Excerpt From: Thomas, Edward, 1878-1917. “The Icknield Way.”
Today, the Icknield Way is part of the Greater Ridgeway long-distance path, but the actual extent of the original Icknield Way is open to debate. The acknowledged trail stretches from Knettishall Heath to Ivinghoe Beacon in Buckinghamshire, but stretches of the trail south of here are also marked on the O.S. map variously as the Chiltern Way, Ridgeway and Icknield Way. Indeed, there is an Icknield Farm just NW of Goring where the path appears to terminate.
Starting our journey from Knettishall Heath, on the heath itself a kilometre or so to the east is Hut Hill, upon which stands a well-preserved bowl barrow, which stands to a height of about 0.5m and covers a roughly circular area with a maximum diameter of 32m. Further east is a similar barrow in Brickkiln Covert, whilst just a couple of kilmetres to the West, and north of the Little Ouse river stand the Seven Hills tumuli at Rushford. These are oddly named as only 6 barrows remain in this cemetery area.
The trail heads west from here, before dropping south through the ‘King’s Forest’ to West Stow, where a reproduction Anglo Saxon village (and museum) is sited. We visited here in 2014. Another Seven Hills barrow cemetery is located a couple of kilometres west at Rymer though this one has not fared as well as the one at Rushford, with only faint traces of four barrows remaining.
From West Stow the trail crosses the River Lark and heads southwest, toward Newmarket, and skirting the town to the south. The modern long distance path deviates from a natural line here to follow the modern roads (and bypass the town) but in prehistoric times I have no doubt that a straighter track would have been the preferred route. Throughout this section, there are various early medieval earthworks; Black Ditch, Devil’s Dyke etc, all crossing the trail at approximately right-angles. It’s been suggested that these were territorial markers, demarking portions of the old route. There are very few prehistoric burial sites on this stretch of the trail, though there are several moated houses, many dating back to medieval times.

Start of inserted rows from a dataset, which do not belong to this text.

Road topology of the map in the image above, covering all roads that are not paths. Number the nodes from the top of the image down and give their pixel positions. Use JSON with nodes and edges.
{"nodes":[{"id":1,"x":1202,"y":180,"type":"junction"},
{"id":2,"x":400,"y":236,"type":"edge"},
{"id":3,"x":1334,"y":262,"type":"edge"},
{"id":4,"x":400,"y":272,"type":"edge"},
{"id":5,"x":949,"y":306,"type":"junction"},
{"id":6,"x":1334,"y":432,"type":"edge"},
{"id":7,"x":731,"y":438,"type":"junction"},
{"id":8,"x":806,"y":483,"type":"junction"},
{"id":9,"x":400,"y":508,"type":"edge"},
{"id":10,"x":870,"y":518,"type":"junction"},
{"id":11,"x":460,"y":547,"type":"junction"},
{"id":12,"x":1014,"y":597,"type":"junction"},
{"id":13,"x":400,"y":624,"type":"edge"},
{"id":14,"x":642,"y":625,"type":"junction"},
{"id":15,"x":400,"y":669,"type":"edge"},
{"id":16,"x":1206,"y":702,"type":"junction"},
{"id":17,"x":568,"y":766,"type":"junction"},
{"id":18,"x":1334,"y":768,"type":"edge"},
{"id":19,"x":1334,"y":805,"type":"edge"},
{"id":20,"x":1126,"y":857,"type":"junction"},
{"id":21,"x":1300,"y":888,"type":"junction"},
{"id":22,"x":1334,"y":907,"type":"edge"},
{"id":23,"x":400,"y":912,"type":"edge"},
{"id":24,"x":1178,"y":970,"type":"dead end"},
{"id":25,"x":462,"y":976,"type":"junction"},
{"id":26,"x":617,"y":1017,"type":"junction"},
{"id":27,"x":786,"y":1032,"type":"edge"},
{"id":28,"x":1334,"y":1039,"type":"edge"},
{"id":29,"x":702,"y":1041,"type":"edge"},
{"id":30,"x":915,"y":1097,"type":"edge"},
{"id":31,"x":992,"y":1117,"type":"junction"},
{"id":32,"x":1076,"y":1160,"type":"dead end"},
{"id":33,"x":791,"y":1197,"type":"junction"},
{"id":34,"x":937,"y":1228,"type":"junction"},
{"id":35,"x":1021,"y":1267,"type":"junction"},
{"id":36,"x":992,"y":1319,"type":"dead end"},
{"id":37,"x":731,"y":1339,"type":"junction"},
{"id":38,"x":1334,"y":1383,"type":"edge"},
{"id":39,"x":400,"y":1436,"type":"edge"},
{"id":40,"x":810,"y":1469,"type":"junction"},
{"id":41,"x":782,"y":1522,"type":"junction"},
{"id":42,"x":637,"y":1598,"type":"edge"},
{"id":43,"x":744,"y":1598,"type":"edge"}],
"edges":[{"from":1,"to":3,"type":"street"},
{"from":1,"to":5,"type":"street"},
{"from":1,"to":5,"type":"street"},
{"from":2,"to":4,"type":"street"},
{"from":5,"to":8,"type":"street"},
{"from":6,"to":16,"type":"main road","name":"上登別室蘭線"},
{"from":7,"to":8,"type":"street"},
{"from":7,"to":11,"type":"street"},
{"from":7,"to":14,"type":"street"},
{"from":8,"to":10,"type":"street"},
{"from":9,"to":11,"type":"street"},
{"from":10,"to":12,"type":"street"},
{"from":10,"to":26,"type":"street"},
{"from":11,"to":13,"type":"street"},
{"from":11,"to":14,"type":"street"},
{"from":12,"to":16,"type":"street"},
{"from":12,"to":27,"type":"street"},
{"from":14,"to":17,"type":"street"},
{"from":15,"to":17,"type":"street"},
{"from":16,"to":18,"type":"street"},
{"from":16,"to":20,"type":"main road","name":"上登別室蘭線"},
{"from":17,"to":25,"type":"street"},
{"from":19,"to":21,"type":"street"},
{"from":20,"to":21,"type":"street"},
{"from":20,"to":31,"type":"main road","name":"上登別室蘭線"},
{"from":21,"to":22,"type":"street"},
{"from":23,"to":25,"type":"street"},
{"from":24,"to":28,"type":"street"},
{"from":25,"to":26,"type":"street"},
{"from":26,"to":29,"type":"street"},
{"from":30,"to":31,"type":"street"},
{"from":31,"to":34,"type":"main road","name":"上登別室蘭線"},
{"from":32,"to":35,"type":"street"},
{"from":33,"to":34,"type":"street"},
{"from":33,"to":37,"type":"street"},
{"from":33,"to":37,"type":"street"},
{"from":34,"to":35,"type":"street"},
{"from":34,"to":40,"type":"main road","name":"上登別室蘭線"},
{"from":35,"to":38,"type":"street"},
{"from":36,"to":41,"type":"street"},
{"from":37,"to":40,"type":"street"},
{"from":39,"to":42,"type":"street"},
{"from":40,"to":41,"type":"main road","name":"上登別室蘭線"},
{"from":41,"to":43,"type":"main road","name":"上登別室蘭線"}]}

Continuing southwest, we cross the River Granta at Linton, and a short distance east are the enigmatic Bartlow Hills – an early Roman barrow cemetery quite unlike any other I’ve seen, in that the barrows seem disproportionately tall compared to their circumference. The highest of the hills is 15 metres tall, but these days the site is shrouded by trees and it is easy to miss them.
From Bartlow, the modern trail heads west toward Royston, departing somewhat from what would have been the original route, and crossing the River Cam at Great Chesterford, just south of Ickleton village and the Roman Road which is now the modern A11 road. We’ll halt at Royston for a while, and pick up the trail in the next installment.
In the first part of our look at the Greater Ridgeway, we examine the northern section of the route, known as Peddars Way, which runs from Holme-next-the-Sea on the coast, down to Knettishall Heath near Thetford.
The trail starts at Holme-next-the-Sea, but of course this small village has not always been situated on the coast, and may not have been the start or end of the trail as we know it today.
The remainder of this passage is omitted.